Bill,

I may be wrong (corrections welcomed), but I'm pretty sure you'll have to use a database query. My understanding is that the decayed usage is stored as a single usage_raw value per association (https://github.com/SchedMD/slurm/blob/f8025c1484838ecbe3e690fa565452d990123361/src/plugins/priority/multifactor/priority_multifactor.c#L1119). There is no history of any kind.

You would have to do a fairly complex query to get an accurate representation or write some code to recreate the way Slurm does it. If you look at _apply_decay() and _apply_new_usage() in src/plugins/priority/multifactor/priority_multifactor.c, you can see all that happens.
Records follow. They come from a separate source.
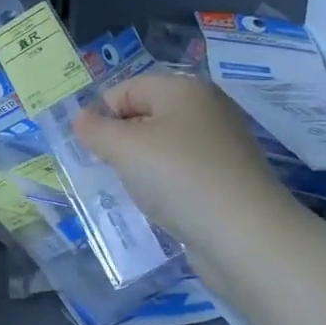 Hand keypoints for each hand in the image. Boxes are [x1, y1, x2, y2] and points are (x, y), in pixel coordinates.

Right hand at [72, 73, 287, 235]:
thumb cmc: (178, 177)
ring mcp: (220, 145)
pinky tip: (160, 205)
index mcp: (184, 89)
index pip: (125, 89)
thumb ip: (95, 130)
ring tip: (135, 191)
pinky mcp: (226, 178)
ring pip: (162, 147)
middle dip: (120, 141)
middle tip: (108, 170)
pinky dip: (164, 185)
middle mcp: (206, 109)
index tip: (91, 150)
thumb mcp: (124, 148)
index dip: (102, 116)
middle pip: (144, 115)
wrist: (244, 235)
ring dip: (140, 167)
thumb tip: (81, 119)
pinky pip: (181, 172) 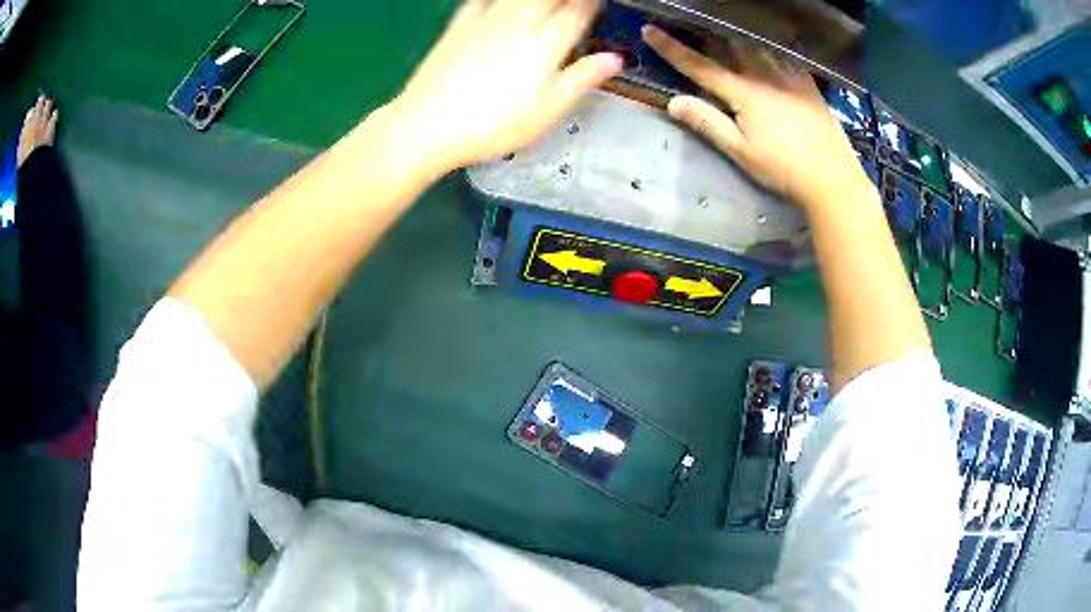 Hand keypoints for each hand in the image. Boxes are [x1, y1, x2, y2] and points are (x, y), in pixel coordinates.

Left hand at [389, 0, 622, 173]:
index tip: (599, 3)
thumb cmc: (494, 125)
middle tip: (573, 6)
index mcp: (545, 44)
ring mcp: (487, 18)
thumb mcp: (547, 111)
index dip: (592, 4)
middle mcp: (520, 22)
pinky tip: (503, 4)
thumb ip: (582, 79)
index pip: (578, 11)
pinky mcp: (460, 22)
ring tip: (544, 6)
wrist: (429, 124)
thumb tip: (616, 59)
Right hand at [642, 25, 869, 208]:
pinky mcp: (807, 82)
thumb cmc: (784, 169)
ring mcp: (789, 75)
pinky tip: (763, 46)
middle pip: (729, 43)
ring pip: (755, 44)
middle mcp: (764, 75)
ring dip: (734, 35)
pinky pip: (781, 53)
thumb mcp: (741, 152)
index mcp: (744, 92)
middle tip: (690, 25)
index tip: (650, 30)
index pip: (699, 65)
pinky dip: (765, 45)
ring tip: (722, 31)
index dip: (672, 48)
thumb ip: (708, 123)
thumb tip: (674, 102)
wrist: (832, 177)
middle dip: (706, 32) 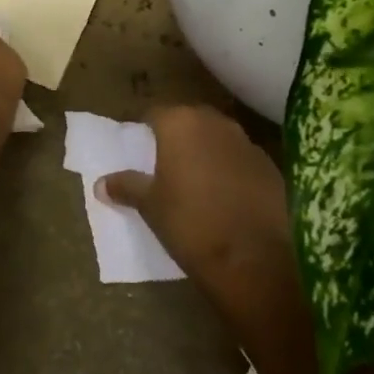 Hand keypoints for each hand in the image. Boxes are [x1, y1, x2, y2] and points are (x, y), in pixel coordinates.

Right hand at [97, 106, 295, 309]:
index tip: (138, 145)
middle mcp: (215, 123)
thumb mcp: (151, 206)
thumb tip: (101, 183)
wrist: (257, 260)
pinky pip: (242, 160)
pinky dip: (232, 170)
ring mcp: (248, 143)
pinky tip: (227, 195)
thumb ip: (127, 186)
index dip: (145, 128)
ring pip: (219, 138)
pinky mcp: (272, 168)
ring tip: (196, 179)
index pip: (155, 113)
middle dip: (178, 136)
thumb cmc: (191, 223)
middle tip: (165, 161)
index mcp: (180, 124)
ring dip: (207, 151)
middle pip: (190, 120) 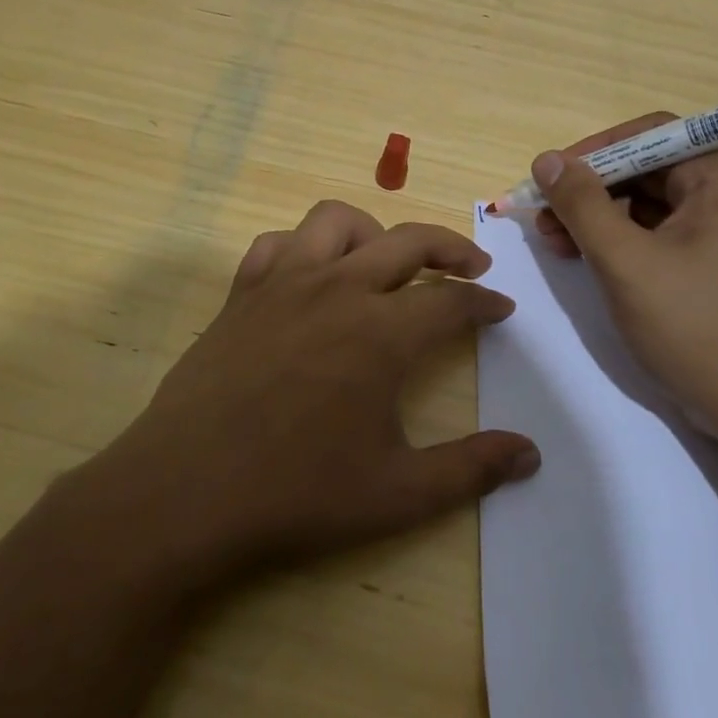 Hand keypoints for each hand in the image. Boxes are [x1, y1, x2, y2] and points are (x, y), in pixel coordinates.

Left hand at [90, 201, 541, 586]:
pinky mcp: (242, 293)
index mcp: (382, 333)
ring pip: (337, 222)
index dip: (485, 303)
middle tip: (472, 267)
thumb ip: (470, 469)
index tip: (501, 310)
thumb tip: (530, 454)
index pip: (451, 300)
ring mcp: (284, 283)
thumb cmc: (297, 494)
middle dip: (451, 247)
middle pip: (408, 241)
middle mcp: (338, 290)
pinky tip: (310, 277)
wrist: (187, 491)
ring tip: (387, 262)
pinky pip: (277, 244)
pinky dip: (303, 247)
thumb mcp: (398, 494)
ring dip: (375, 232)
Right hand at [531, 114, 717, 436]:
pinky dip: (624, 241)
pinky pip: (664, 234)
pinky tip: (587, 259)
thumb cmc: (693, 326)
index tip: (552, 176)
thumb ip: (582, 204)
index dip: (595, 150)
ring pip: (652, 204)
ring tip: (555, 241)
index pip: (652, 135)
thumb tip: (548, 160)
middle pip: (649, 169)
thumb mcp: (625, 261)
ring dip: (600, 217)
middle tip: (544, 216)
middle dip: (592, 189) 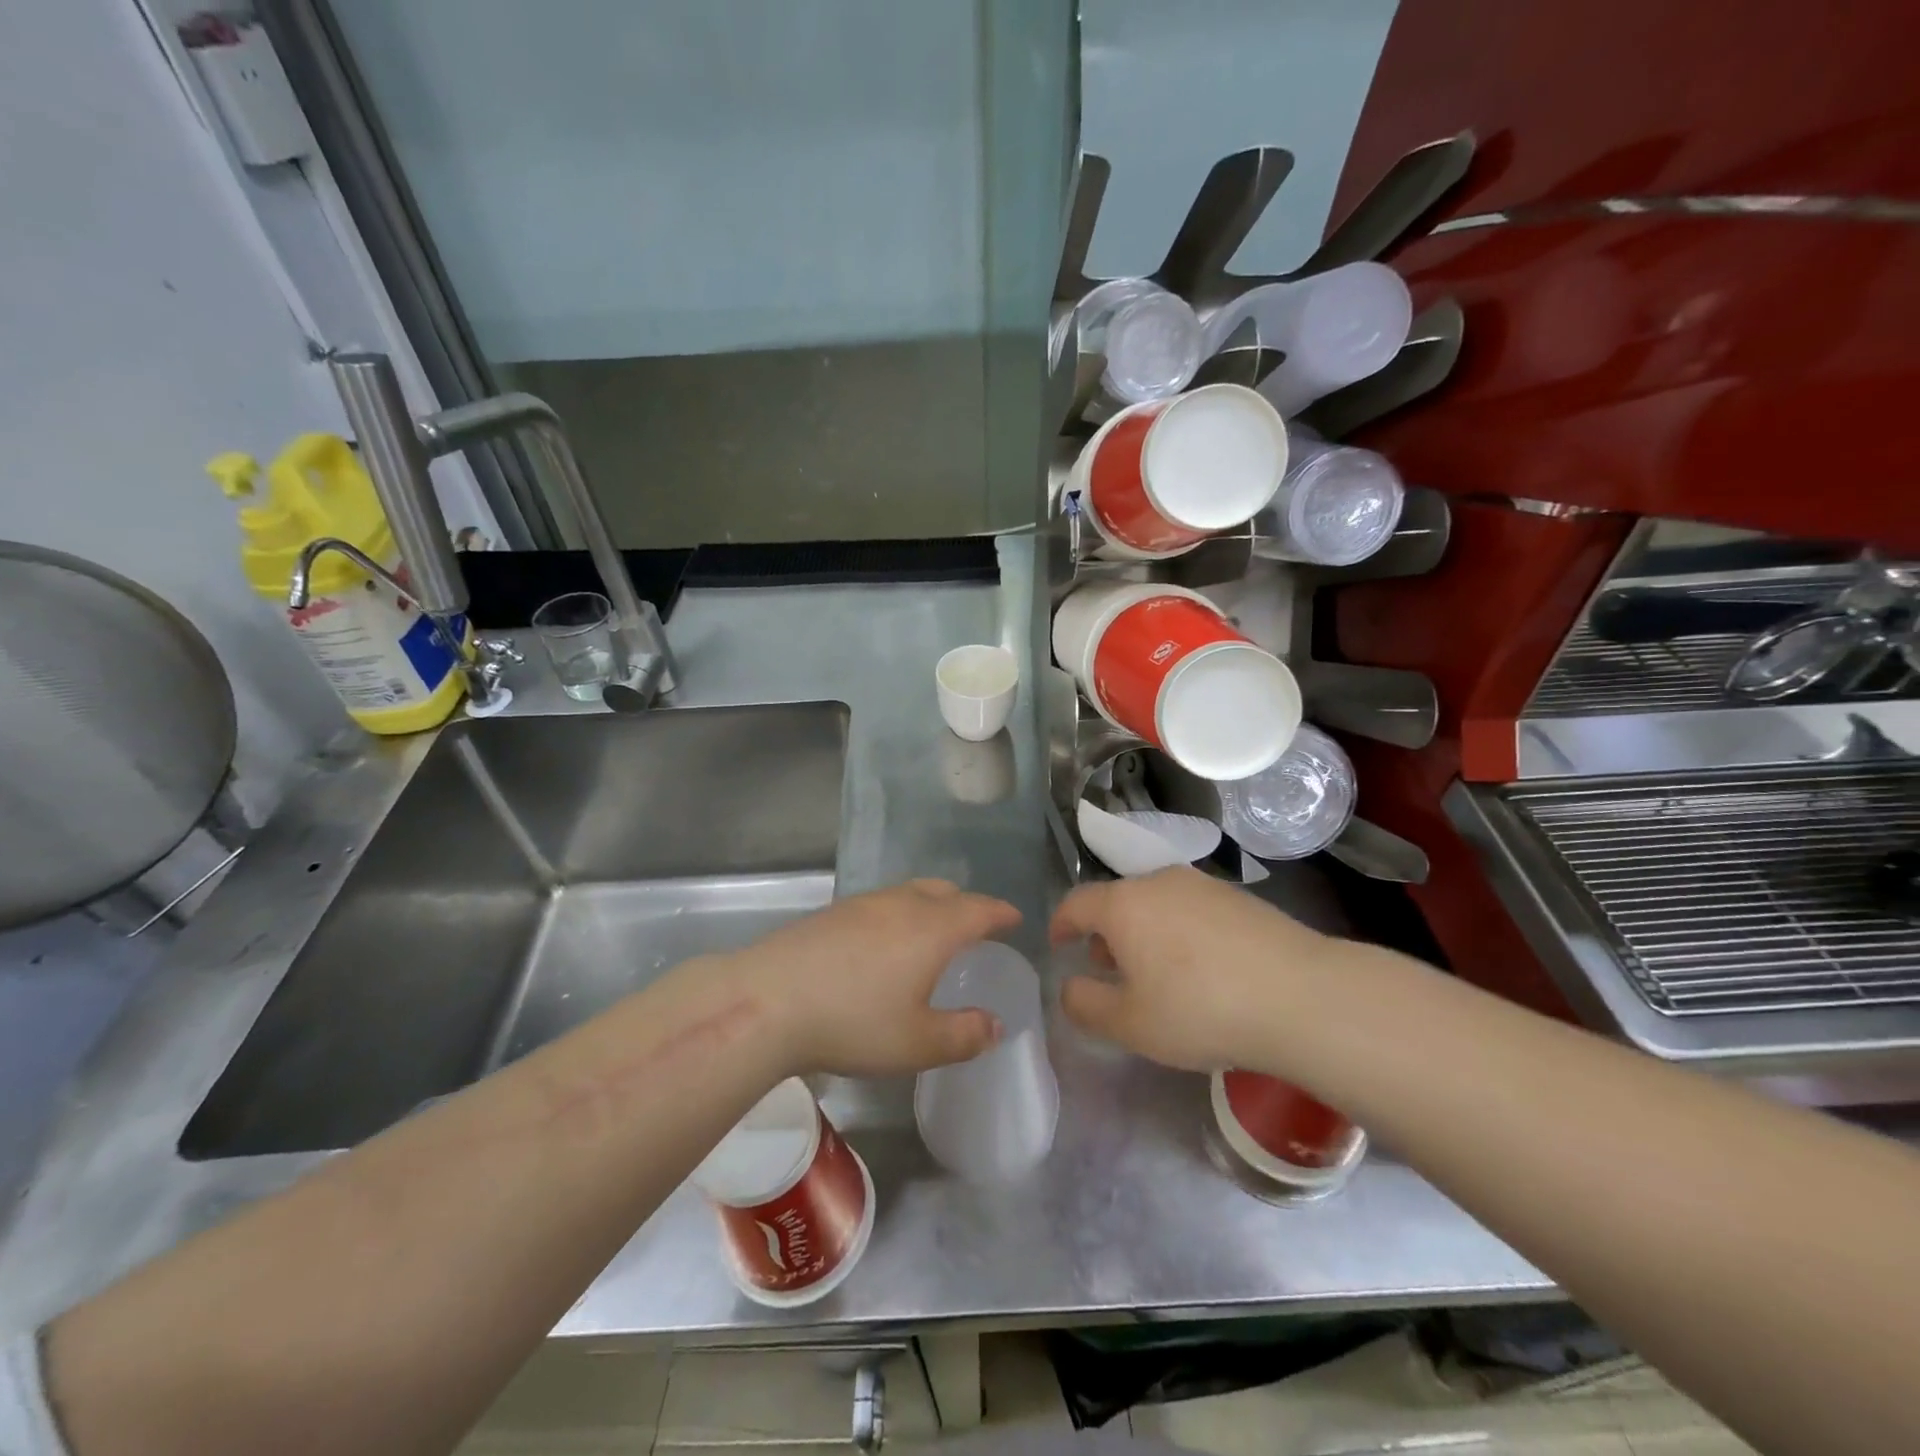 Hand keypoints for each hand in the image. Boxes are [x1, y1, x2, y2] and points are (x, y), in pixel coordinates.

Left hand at [730, 879, 1021, 1077]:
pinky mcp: (831, 912)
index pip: (979, 910)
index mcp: (933, 928)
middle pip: (945, 892)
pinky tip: (882, 943)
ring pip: (909, 893)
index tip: (1014, 918)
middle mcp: (902, 904)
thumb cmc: (854, 1022)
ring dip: (930, 905)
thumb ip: (964, 1035)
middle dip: (967, 905)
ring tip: (931, 933)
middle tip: (976, 927)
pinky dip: (898, 914)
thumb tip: (996, 1025)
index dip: (1000, 913)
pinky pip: (880, 903)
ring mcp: (863, 904)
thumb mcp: (918, 1043)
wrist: (768, 1001)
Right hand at [1049, 867, 1347, 1071]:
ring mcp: (1203, 885)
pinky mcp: (1240, 898)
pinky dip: (1180, 931)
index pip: (1076, 902)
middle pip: (1118, 900)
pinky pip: (1192, 909)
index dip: (1061, 923)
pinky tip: (1202, 968)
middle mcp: (1159, 881)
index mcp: (1124, 904)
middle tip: (1109, 971)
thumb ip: (1086, 1005)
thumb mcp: (1130, 1024)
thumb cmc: (1199, 1009)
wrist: (1301, 996)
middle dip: (1105, 932)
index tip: (1058, 943)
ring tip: (1156, 973)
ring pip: (1156, 903)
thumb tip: (1069, 987)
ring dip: (1144, 931)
Basically, once per decay thread iteration each association's usage_raw and the job's cputime for that time period is calculated and decayed accordingly. This can happen many, many times over the length of a job. If a job terminates before reaching its timelimit, the remaining allocated cputime is immediately added all at the same time (https://github.com/SchedMD/slurm/blob/f8025c1484838ecbe3e690fa565452d990123361/src/plugins/priority/multifactor/priority_multifactor.c#L1036).

Those are some of the issues that you may run into while creating a database tool for this.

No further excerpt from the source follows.